Folglich konnte das fibringebundene Plasminogen ohne
signifikantes hämostatisches Versagen aktiviert werden
(Collen D. et al (1986) Haemostasis, 16 (3), 25).
Andererseits bindet proUK (auch als einzelkettiger
Urokinasetyp Plasminogenaktivator scu-PA bezeichnet) nicht
an Fibrin, jedoch zeigt es fibrinspezifische
thrombolytische Aktivität ohne systemischen hämostatischen
Verbrauch (Pannell R. et al (1986) Blood 67, 1215;
Gurewich V. et al (1987) Seminars in Thromb. and Haemost.
13 (2), 146; Lÿnen H. R. et al (1986) J. Biol. Chem. 261,
1253).
Umfassende Forschung ist im Hinblick auf Isolierung und
Charakterisierung von menschlichen Genen, die diese
Proteine kodieren und anschließende Produktion mittels
rekombinanter DNA-Technologie durchgeführt worden (Collen
D. et al (1984) J. Pharmacol. Exp. Ther. 231 (1), 146; Holmes
W. E. et al (1985) Biotechnology 3, 923). Rekombinantes
t-PA wurde zahlreichen klinischen Versuchen mit Patienten
mit akutem myokardischen lnfarkt ausgesetzt und es zeigte
sich, daß es beträchtlich effektiver als Streptokinase bei
der Rekanalisation von verstopften Koronararterien ist
(The European Cooperative Study Group for Recombinant
Tissue-type Plasminogen Activator (1985) Lancet 1, 842;
Sheehan F. H. et al (1987) Circulation 75, (4), 817).
Pro-urokinase befindet sich augenblicklich in den Phase II
klinischen Versuchen und ist mindestens ebenso effektiv
wie t-PA im Hinblick auf thrombolytische Aktivität und
Sicherheit (Van de Werf F. et al (1986) Annals of Internal
Medicine, 104, 345; Van de Werf F. et al (1986)
Circulation 74 (5), 1066).
Viele biologisch aktive Peptide sind an ihrem COOH-Ende
durch Amidierung geschützt, und für die meisten von ihnen
ist die Amidbildung für die Rezeptorerkennung und/oder
Bioaktivität wesentlich (J. H. Rehfeld (1981) Am.
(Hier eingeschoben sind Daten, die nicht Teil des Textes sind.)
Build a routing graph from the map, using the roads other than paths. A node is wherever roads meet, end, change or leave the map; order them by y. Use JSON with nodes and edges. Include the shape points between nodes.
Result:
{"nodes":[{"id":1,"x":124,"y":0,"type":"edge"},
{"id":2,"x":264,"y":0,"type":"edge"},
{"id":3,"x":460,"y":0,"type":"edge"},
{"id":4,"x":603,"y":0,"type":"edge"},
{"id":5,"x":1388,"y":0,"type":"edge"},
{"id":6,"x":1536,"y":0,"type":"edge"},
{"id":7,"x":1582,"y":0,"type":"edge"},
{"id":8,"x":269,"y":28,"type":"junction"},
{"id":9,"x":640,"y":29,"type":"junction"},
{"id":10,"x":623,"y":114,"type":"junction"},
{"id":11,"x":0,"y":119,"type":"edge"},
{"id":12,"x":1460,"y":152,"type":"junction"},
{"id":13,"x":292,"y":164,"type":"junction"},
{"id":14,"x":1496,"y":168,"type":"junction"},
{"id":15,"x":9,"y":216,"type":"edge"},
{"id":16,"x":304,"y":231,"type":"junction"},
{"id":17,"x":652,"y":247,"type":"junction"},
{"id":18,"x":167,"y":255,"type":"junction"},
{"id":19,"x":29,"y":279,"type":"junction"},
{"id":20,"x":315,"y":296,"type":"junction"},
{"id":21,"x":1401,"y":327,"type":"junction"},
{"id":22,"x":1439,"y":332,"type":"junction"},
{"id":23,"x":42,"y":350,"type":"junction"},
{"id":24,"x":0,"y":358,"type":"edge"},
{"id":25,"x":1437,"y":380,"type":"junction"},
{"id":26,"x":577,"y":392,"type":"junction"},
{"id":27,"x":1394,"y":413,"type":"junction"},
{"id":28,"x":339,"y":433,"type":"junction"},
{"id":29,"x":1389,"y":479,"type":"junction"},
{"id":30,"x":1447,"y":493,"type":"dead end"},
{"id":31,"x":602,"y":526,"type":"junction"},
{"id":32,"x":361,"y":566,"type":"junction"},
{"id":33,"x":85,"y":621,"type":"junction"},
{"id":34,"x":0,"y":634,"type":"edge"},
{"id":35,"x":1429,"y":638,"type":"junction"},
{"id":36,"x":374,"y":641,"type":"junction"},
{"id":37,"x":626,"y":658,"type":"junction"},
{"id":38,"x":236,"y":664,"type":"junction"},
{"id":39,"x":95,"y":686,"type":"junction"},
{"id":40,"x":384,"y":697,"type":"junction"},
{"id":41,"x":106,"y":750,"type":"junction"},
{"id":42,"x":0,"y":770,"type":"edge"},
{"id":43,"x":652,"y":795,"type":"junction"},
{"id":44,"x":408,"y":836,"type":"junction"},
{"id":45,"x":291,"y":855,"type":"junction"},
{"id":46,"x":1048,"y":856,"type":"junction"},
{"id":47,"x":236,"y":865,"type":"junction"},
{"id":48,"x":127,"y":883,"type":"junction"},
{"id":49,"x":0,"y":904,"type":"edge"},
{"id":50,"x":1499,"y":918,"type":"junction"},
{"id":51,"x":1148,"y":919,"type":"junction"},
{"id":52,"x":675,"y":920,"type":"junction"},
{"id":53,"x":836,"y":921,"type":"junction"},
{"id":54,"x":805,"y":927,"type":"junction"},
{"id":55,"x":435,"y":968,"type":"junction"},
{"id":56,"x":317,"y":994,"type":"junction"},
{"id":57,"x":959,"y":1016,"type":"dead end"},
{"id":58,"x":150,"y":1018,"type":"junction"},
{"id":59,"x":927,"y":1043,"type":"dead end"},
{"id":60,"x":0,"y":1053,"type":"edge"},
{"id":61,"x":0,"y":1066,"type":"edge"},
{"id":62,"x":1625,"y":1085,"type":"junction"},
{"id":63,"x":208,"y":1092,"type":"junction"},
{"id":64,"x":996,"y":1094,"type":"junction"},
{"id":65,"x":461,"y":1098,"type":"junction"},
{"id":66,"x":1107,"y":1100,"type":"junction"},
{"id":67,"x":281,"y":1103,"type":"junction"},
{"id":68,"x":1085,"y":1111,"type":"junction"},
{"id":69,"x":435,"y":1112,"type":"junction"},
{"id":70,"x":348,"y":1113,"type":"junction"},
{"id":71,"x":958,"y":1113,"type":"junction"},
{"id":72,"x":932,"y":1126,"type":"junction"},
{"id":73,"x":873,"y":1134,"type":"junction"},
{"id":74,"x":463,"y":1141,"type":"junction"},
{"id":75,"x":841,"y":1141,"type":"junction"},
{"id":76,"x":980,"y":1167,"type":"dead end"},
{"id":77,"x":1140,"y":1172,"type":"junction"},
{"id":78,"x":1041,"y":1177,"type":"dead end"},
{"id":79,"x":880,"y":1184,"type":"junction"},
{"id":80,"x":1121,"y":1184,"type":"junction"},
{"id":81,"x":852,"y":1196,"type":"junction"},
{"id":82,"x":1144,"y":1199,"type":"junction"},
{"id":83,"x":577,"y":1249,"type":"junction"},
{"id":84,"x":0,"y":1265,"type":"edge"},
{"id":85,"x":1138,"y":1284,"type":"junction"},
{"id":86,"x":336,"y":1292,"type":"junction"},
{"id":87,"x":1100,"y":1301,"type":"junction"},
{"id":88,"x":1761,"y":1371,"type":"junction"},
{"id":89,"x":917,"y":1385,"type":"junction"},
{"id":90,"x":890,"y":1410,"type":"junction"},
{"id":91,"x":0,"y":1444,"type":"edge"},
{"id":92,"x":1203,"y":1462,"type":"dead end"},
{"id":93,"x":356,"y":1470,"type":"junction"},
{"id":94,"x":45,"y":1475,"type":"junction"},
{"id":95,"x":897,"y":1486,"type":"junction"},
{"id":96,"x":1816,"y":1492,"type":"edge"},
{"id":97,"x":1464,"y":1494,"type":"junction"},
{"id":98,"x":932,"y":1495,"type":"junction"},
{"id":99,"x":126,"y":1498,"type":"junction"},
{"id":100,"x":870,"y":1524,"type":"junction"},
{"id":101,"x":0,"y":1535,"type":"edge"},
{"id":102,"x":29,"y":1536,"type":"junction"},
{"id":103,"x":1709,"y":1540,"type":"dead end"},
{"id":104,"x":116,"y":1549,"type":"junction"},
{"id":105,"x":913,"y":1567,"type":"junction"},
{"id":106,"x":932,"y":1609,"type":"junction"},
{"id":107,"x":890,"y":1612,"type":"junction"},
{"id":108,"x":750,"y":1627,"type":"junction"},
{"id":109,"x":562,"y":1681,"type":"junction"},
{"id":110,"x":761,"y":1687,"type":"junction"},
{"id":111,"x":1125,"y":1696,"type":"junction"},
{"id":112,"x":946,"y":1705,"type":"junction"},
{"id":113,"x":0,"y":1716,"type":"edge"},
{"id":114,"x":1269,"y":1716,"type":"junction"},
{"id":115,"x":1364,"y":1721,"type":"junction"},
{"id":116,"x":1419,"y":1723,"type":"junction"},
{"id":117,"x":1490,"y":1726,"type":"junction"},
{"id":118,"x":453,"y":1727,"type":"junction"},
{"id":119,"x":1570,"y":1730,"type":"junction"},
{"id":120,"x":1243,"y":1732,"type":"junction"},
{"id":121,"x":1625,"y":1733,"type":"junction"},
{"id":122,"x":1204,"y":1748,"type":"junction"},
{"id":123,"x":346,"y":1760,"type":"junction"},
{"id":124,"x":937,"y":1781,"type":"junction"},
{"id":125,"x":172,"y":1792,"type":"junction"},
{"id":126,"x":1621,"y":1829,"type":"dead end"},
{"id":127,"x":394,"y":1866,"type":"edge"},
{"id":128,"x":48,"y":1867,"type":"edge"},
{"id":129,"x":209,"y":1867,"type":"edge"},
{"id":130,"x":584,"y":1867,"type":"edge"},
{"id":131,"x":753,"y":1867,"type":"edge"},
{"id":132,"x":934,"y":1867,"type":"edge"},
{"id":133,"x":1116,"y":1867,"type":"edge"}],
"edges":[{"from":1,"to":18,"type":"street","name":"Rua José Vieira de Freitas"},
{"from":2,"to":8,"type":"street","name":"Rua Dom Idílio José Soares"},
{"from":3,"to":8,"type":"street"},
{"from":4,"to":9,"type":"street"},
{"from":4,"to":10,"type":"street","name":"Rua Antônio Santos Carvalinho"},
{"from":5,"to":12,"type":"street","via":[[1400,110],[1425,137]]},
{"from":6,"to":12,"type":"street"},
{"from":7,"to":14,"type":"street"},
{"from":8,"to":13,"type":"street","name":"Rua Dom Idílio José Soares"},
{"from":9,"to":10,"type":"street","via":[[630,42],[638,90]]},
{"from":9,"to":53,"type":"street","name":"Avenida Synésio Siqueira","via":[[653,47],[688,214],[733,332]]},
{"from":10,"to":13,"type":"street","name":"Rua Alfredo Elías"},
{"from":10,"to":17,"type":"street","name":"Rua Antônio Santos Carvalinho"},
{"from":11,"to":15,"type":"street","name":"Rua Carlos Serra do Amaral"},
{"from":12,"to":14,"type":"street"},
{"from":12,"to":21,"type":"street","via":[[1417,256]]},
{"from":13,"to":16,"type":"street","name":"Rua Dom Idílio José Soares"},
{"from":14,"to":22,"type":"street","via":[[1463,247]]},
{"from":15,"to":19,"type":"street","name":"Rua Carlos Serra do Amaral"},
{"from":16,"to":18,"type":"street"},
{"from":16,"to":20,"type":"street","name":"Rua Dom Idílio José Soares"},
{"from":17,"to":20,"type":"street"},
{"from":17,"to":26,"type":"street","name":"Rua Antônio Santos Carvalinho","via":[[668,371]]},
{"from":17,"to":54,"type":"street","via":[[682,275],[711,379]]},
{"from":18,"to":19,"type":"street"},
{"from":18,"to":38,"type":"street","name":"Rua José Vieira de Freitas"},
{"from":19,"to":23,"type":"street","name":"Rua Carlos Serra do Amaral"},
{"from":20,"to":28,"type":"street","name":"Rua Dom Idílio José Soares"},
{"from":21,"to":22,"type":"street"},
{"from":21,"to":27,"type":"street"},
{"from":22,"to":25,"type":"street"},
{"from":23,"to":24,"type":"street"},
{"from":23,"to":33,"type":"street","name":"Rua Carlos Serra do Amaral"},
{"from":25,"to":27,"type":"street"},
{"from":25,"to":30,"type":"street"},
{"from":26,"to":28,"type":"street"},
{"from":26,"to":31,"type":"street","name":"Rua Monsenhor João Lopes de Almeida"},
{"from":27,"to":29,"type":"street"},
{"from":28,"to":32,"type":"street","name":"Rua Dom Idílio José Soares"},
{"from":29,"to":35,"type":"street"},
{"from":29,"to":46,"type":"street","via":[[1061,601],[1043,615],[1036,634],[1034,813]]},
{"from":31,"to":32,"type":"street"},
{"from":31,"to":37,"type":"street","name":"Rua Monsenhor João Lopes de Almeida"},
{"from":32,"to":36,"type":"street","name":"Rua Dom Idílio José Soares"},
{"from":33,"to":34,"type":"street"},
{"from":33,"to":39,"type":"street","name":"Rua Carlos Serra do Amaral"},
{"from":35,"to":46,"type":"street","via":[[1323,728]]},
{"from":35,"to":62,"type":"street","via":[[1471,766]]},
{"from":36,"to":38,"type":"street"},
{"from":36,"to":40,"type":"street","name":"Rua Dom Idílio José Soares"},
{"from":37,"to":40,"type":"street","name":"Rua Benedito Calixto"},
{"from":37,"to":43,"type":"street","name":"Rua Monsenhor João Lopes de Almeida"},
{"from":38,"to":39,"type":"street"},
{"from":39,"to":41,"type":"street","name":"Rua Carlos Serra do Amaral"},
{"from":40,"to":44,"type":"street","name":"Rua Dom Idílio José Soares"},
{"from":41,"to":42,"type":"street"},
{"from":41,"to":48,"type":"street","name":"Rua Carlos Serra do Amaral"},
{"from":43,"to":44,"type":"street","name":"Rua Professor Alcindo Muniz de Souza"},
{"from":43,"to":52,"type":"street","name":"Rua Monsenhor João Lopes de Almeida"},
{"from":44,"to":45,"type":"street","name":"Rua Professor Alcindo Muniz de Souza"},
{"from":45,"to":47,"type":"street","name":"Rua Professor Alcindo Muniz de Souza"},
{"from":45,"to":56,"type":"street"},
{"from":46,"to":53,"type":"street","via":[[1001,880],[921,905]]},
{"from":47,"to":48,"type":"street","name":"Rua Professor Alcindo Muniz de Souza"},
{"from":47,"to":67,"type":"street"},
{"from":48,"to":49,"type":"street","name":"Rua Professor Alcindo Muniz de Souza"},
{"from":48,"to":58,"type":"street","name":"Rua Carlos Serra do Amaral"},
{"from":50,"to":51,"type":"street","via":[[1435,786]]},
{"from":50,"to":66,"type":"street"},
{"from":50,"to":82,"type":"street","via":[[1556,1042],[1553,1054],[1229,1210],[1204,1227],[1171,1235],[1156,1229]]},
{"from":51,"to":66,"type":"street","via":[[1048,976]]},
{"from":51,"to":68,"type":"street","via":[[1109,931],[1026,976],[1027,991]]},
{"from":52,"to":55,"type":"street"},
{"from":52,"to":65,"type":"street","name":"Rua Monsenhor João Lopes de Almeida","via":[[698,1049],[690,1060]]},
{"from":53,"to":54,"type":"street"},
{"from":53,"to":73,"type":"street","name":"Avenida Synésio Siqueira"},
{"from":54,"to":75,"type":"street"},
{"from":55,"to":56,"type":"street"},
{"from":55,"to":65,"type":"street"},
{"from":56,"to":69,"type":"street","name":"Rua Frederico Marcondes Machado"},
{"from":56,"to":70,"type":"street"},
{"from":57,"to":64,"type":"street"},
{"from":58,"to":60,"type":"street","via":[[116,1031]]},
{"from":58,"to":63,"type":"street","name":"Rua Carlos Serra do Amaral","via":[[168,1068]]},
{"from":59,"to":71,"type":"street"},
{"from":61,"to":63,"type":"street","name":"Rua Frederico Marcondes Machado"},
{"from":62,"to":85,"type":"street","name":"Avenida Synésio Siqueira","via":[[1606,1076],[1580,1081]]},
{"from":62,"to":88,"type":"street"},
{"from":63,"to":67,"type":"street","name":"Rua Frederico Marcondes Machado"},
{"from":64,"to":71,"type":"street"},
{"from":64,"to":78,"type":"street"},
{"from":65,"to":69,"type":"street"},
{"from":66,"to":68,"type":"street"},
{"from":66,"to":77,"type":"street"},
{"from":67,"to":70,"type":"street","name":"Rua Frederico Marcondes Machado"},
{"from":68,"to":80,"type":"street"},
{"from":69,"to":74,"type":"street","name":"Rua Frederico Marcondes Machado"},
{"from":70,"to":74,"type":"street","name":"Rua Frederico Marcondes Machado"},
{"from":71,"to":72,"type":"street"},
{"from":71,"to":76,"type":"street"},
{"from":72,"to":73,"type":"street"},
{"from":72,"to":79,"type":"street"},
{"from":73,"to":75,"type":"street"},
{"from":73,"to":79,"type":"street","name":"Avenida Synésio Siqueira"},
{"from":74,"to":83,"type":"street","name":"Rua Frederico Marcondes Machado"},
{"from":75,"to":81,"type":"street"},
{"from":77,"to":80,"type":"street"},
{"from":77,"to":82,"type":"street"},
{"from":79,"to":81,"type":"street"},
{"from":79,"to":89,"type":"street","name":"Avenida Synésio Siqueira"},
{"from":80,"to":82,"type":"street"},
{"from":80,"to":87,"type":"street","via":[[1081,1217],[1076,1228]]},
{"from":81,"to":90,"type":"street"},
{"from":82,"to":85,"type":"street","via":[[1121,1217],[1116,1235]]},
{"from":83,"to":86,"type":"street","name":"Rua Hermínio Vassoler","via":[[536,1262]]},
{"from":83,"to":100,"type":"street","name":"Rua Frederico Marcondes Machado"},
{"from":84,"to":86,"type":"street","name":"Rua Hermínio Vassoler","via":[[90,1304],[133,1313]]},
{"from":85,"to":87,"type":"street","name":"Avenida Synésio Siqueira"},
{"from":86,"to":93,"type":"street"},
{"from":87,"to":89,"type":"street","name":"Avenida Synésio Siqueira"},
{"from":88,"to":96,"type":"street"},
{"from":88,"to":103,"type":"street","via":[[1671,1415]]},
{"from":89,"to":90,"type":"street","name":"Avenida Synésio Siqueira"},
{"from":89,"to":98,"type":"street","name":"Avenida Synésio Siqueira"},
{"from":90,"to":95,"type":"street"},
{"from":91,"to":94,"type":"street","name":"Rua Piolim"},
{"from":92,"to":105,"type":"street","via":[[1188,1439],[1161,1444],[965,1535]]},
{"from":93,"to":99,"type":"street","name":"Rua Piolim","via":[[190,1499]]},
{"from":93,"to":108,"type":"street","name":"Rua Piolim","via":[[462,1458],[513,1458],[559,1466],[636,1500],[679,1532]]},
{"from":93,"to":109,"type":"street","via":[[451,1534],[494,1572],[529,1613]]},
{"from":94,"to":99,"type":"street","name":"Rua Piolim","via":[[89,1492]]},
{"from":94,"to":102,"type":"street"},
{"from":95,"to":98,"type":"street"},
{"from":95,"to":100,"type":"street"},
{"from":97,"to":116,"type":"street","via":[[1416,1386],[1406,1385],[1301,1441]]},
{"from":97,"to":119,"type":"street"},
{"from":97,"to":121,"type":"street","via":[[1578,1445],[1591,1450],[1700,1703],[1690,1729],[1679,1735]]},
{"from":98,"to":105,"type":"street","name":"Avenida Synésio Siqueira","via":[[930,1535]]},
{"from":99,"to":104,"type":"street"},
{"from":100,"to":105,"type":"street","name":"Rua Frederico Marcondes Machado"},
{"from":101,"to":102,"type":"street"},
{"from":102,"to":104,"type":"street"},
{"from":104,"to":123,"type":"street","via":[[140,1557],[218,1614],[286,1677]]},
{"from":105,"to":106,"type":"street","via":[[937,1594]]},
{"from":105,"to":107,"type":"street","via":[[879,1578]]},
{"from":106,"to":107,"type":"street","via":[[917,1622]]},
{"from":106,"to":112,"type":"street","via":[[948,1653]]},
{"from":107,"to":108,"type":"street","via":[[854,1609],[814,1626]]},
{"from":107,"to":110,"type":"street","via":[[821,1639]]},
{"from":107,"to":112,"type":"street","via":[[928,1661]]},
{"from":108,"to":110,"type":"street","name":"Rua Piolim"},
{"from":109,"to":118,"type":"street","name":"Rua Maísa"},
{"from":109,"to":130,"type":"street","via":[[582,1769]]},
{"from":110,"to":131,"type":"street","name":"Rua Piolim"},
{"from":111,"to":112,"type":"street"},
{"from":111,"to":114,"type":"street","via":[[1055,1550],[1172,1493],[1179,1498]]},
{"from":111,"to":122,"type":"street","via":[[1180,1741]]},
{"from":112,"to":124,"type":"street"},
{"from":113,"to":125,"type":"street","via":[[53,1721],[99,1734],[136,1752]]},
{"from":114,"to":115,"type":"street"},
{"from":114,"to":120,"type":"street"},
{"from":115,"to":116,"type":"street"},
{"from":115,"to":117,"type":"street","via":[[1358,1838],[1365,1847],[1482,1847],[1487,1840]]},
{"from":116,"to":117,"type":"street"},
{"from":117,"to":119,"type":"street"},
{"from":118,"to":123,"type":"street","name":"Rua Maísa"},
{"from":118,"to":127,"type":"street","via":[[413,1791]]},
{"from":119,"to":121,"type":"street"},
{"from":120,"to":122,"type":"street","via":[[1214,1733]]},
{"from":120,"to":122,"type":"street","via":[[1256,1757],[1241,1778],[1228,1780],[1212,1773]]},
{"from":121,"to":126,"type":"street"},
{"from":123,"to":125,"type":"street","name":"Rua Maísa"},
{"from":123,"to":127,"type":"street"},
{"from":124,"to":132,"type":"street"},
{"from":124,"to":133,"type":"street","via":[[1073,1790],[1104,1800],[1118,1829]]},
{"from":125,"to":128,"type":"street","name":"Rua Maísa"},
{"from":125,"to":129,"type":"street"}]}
J. Physiol.
240, 6251-6266). COOH-terminale Amidierung (oder
α-Amidierung) verleiht Stabilität gegenüber den meisten
Carboxypeptidasen und kann möglicherweise eine verlängerte
Halbwertzeit, eine Veränderung der biologischen Aktivität,
Rezeptorselektivität, Zellpermeabilität, Gewebeverteilung
etc. bewirken (G. S. Wand et al (1985) Neuroendocrinol. 41,
482-489).
α-Amidierung stellt eine der
Posttranslations-Modifikationen von Sekretpeptiden in
eukaryontischen Organismen dar. Sie kann mittels eines
Enzyms, bezeichnet als Peptidylglycin α-amidierende
Monooxygenase (PAM), das COOH-terminal glycinverlängerte
Peptide in die entsprechenden des-Glycin α-amidierten
Peptide unter gleichzeitiger Bildung von Glyoxalsäure
umwandelt, durchgeführt werden (A. F. Bradbury et al
(1982), Nature 289, 686-688). Die katalytische Reaktion
tritt in Anwesenheit von Sauerstoff auf und benötigt
Kupferkation und Ascorbat als Kofaktoren (B. Eipper et al
(1983), Proc. Natl. Acad. Sci. USA, 80, 5144-5148) .
Bei dem biosynthetischen Verfahren wird das
Gly-verlängerte Peptid (Substrat für das α-amidierende
Enzym) aus Vorläufermolekülen durch proteolytische
Spaltung, vermittelt durch eine spezifische,
Carboxypeptidase B-ähnliche Protease, erzeugt. Solche
Vorläufer bieten 1 bis 4 zusätzliche basische
Aminosäurereste unmittelbar im Anschluß an das
Gly-verlängerte Ende des Peptids (R. E. Mains et al (1983)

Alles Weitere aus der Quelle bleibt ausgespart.